**Task item**
Gather every line of the entries that includes the word "dead".
*** Opening Records for this exercise ***
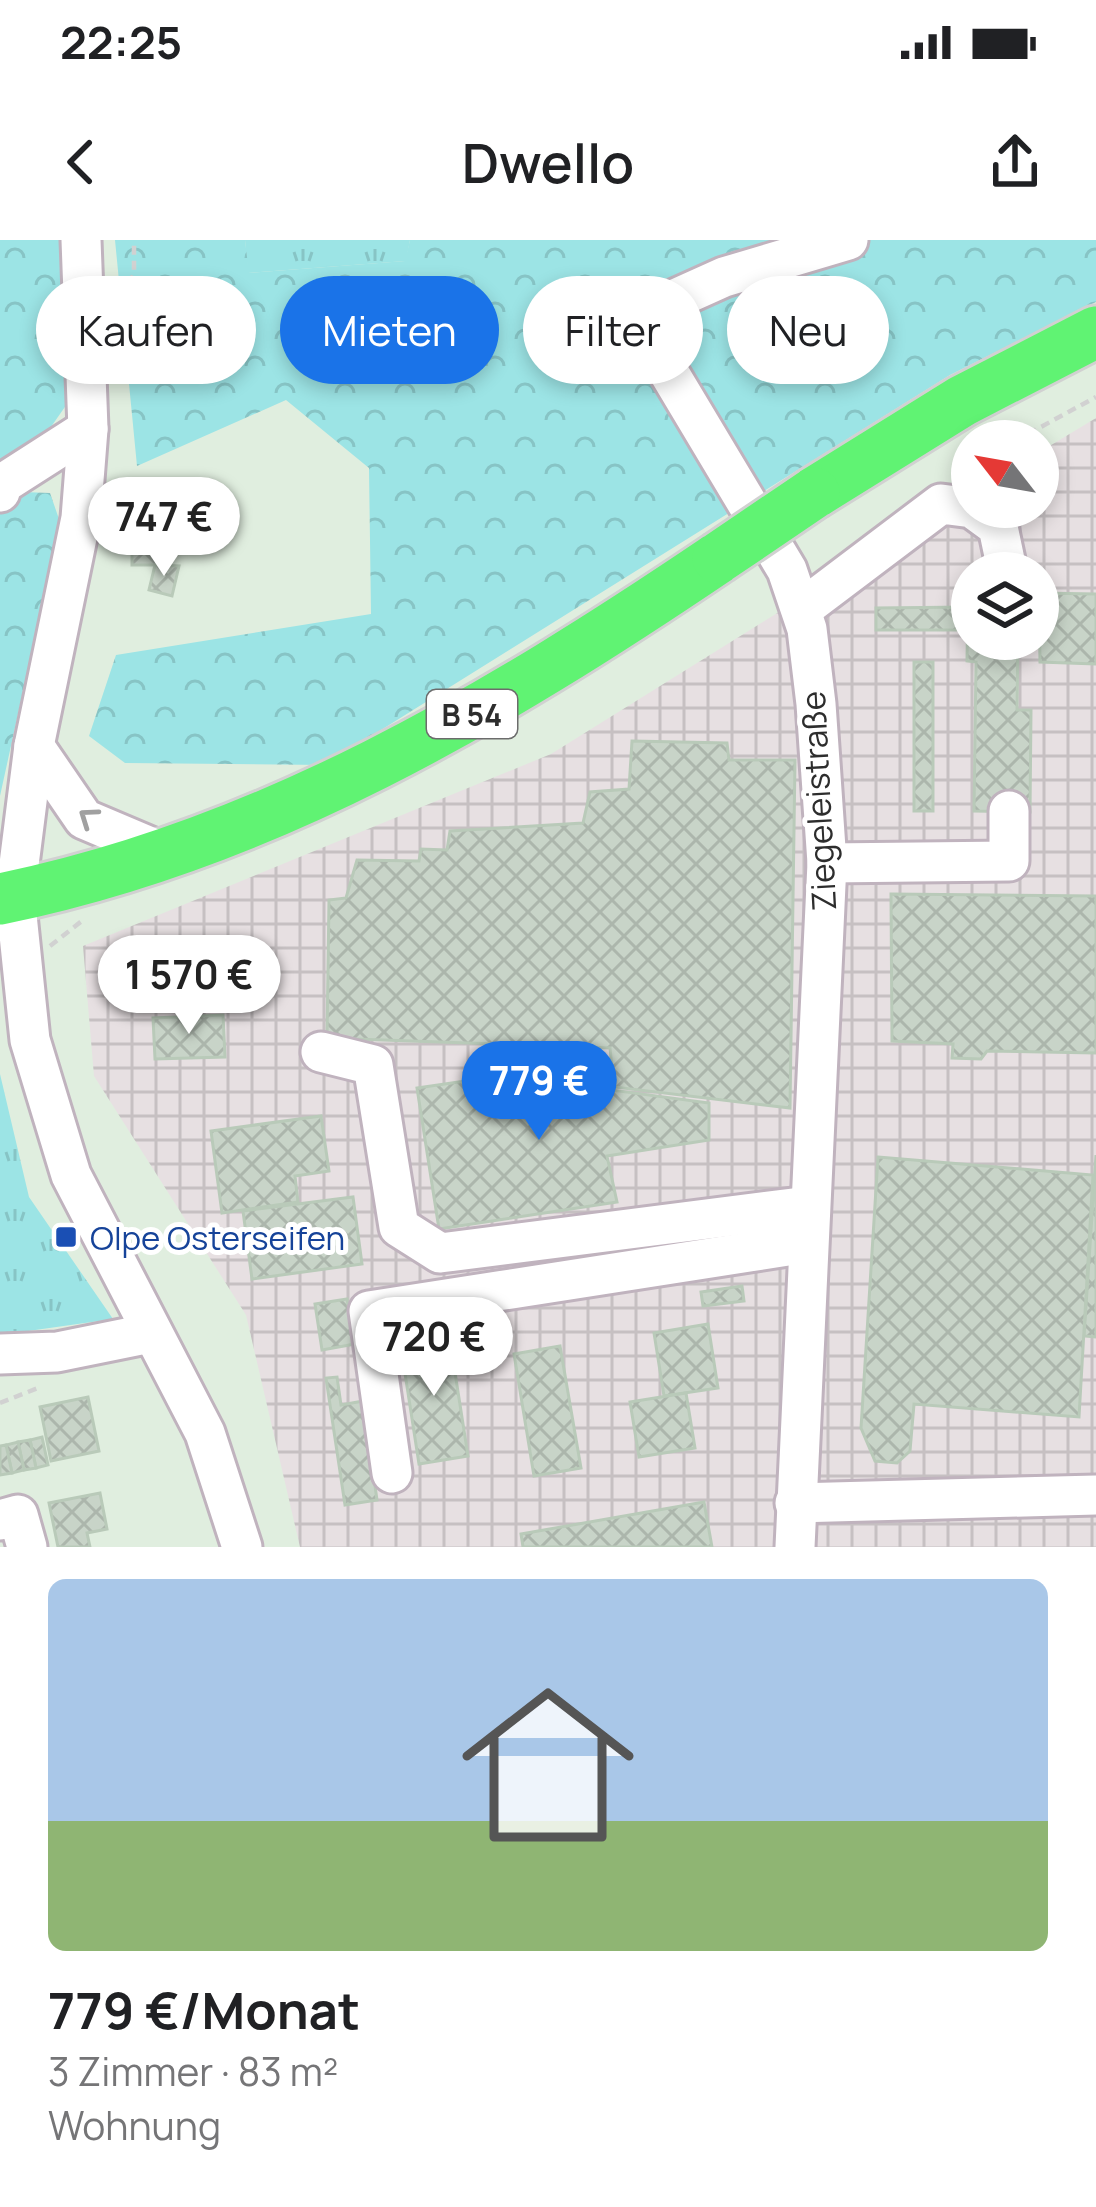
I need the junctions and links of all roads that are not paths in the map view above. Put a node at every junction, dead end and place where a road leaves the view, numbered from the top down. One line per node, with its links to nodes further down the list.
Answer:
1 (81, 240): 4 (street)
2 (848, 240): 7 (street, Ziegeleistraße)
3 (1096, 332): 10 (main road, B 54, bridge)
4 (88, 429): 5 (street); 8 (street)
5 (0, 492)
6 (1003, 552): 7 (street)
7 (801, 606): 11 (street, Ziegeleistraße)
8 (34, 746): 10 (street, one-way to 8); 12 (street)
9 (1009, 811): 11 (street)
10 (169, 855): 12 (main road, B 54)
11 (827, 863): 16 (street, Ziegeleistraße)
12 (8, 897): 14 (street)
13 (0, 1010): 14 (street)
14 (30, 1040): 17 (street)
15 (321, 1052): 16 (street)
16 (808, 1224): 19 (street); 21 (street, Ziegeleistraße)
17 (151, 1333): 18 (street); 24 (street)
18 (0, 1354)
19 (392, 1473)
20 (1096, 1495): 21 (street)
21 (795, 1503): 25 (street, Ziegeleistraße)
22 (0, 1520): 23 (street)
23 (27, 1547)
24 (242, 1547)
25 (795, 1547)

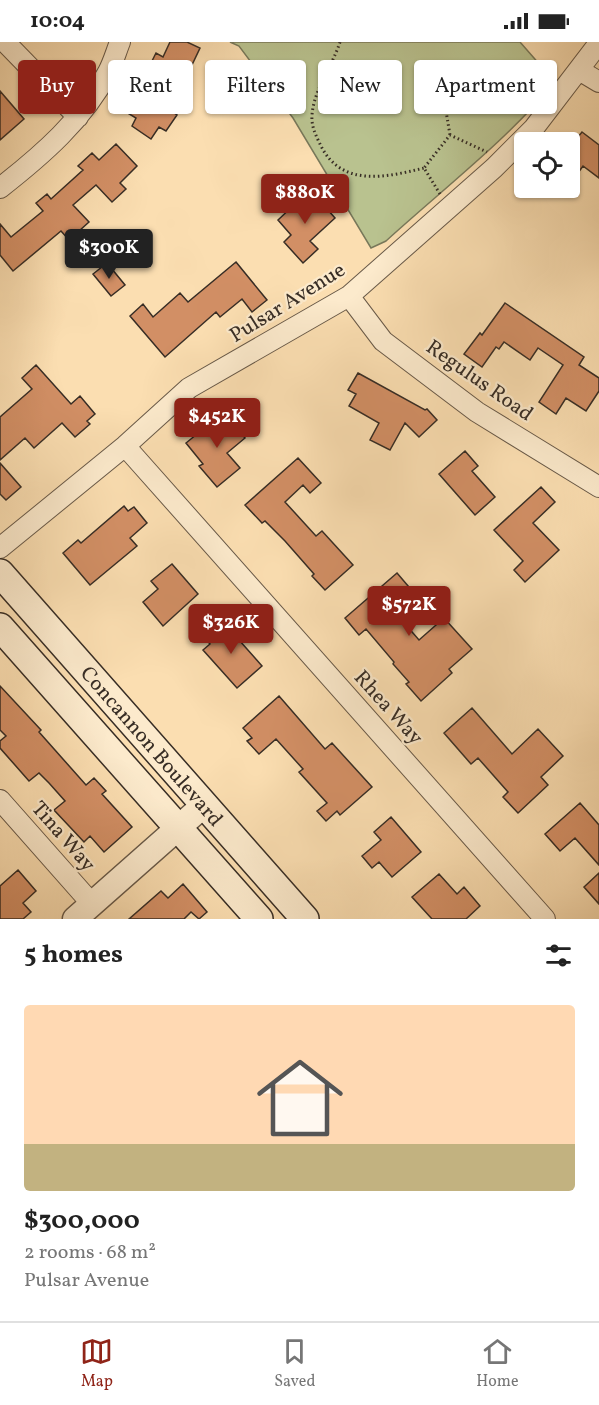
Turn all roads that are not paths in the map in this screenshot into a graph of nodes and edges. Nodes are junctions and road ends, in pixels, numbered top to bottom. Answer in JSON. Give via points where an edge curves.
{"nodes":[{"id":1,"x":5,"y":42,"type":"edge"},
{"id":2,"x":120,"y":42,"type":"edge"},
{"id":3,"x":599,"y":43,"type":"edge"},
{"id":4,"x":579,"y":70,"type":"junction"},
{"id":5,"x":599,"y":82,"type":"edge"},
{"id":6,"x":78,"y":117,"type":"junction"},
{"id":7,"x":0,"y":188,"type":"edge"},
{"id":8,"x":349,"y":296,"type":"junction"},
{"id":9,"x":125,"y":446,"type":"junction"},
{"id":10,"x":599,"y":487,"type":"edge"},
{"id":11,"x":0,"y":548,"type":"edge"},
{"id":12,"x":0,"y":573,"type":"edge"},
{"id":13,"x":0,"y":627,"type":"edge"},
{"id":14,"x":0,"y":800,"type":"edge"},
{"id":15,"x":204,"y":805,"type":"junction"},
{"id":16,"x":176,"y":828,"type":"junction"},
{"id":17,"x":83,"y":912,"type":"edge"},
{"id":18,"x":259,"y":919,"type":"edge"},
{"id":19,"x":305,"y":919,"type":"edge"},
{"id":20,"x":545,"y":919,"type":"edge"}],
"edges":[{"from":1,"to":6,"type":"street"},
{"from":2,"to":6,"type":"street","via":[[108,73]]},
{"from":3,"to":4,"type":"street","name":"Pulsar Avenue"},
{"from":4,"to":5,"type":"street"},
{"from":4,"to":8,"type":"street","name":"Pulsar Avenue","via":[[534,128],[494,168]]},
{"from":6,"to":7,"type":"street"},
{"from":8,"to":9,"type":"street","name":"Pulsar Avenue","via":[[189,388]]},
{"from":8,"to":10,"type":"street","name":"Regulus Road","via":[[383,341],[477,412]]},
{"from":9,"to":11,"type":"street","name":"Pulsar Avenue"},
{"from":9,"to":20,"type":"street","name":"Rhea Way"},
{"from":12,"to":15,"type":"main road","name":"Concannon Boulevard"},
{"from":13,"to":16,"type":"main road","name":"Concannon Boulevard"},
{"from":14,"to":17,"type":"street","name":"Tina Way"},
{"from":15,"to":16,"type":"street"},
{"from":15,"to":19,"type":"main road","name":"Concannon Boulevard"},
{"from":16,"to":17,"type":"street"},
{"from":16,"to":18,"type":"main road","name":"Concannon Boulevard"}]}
*** Closing Records for this exercise ***
*** Opening Records for this exercise ***
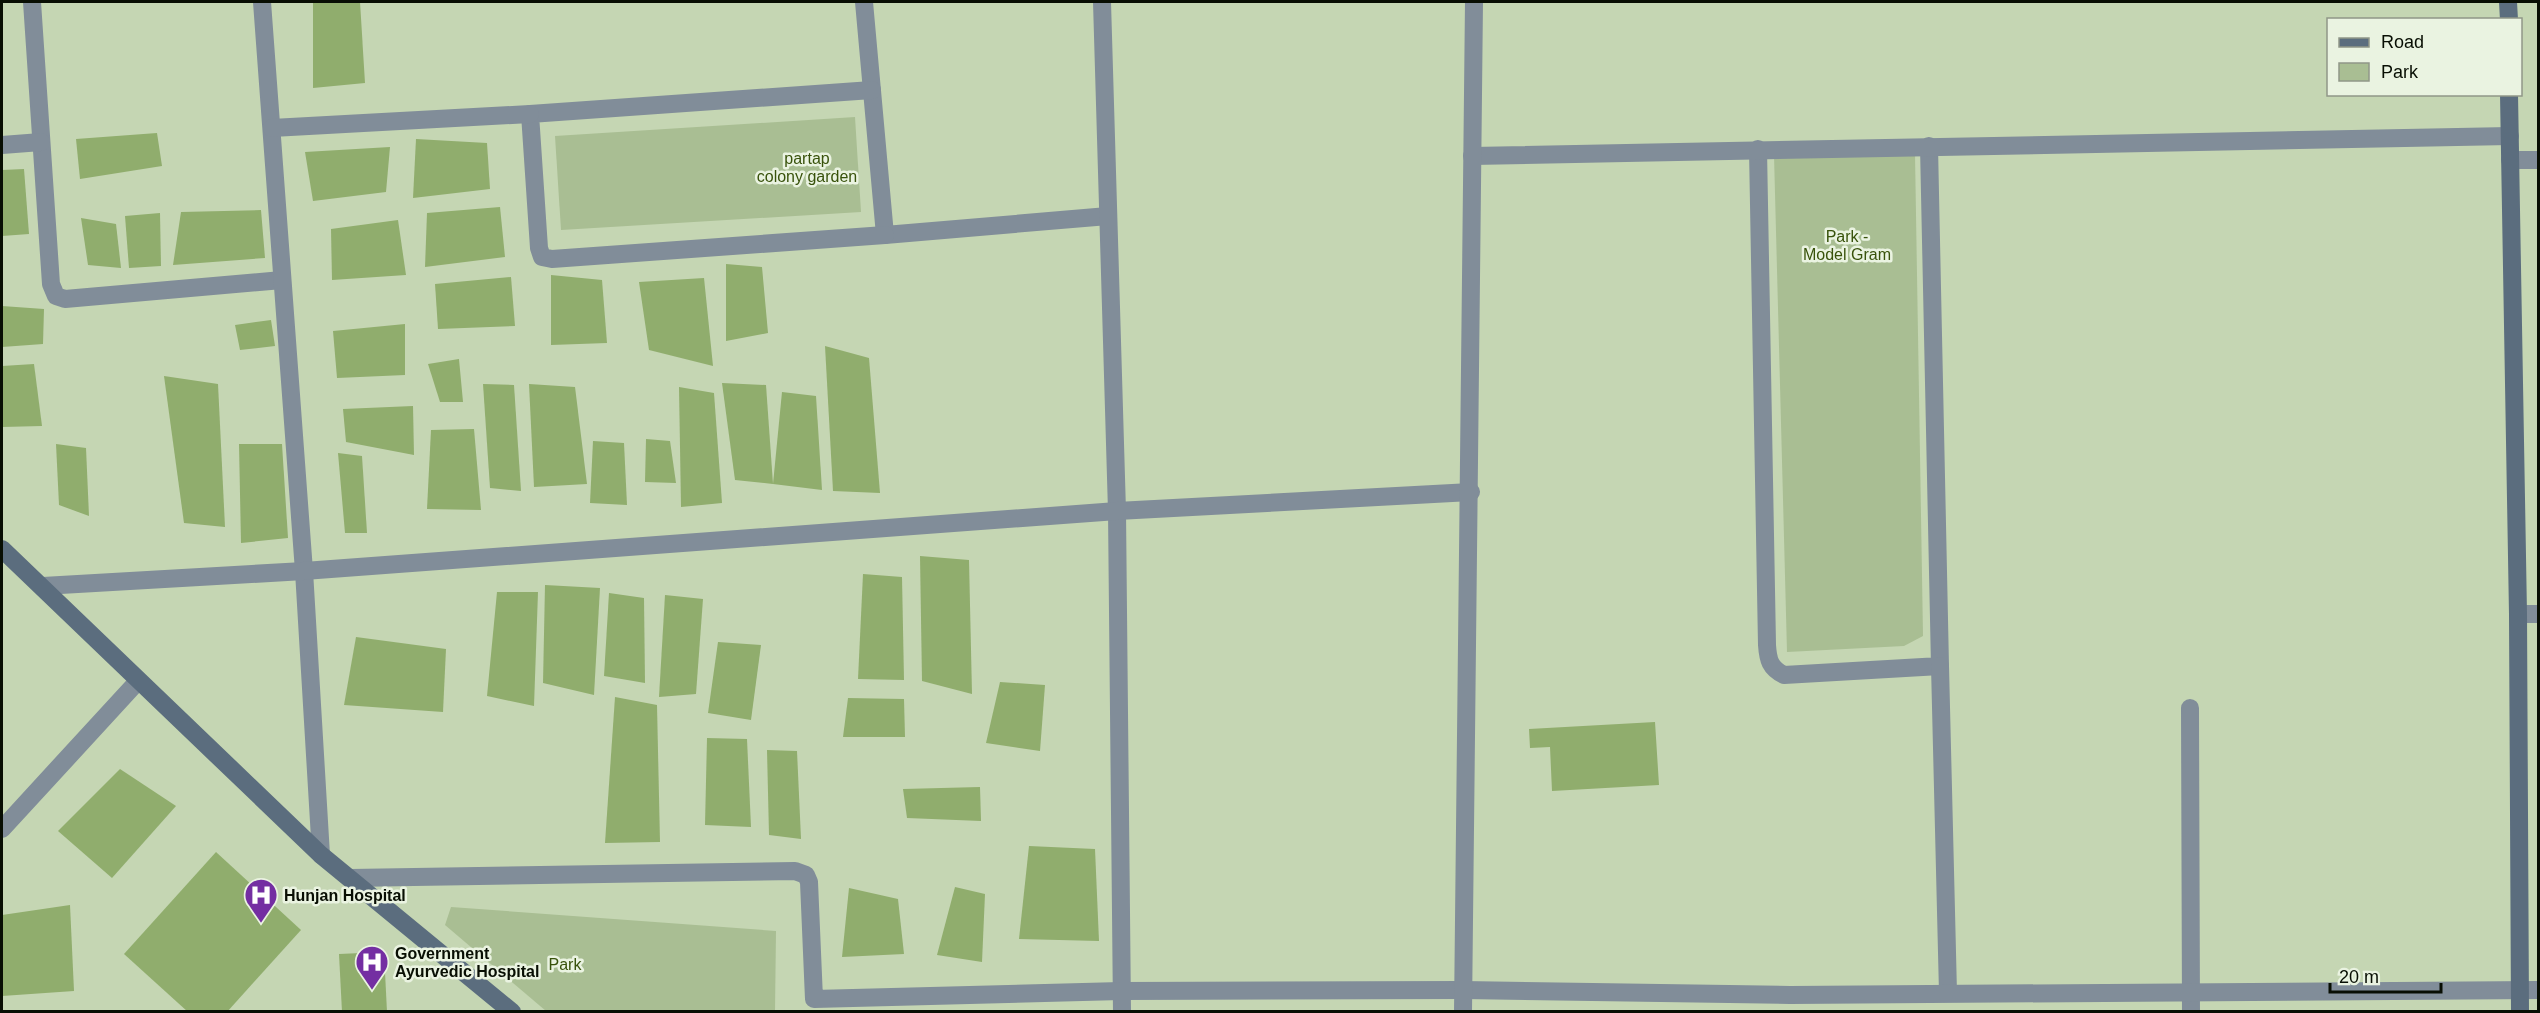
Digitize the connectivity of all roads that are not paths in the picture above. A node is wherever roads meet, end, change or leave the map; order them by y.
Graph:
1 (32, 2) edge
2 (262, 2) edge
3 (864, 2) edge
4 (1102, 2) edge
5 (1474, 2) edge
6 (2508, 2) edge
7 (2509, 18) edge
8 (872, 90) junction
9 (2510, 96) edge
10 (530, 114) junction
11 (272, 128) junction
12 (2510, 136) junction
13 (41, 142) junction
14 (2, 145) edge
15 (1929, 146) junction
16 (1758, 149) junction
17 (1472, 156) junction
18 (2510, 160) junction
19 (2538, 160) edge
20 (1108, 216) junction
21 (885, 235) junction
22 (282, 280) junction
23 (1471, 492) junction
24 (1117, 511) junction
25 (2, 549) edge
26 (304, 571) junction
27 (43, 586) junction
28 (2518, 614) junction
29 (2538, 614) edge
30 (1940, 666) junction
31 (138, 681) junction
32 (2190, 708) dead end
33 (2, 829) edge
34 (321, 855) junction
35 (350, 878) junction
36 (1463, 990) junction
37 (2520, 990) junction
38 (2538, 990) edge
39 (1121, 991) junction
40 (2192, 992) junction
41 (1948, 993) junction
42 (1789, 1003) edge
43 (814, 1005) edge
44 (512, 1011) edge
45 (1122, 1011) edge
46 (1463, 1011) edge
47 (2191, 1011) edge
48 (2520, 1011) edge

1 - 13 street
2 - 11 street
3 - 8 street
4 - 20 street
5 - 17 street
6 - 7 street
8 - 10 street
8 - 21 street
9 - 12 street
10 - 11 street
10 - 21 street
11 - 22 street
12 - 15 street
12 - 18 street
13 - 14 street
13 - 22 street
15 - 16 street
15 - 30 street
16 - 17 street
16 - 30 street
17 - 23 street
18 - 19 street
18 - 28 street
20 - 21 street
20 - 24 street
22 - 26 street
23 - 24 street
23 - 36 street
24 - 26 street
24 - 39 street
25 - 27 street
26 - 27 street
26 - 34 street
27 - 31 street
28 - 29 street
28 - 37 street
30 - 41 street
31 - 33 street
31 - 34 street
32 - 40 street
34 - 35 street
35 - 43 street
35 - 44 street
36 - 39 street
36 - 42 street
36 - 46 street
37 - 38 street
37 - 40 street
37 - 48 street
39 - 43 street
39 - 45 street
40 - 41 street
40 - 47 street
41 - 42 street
*** Closing Records for this exercise ***
**Reply**
I need the junctions and links of all roads that are not paths in the map view above. Put a node at every junction, dead end and place where a road leaves the view, numbered from the top down. One line per node, with its links to nodes further down the list.
32 (2190, 708) dead end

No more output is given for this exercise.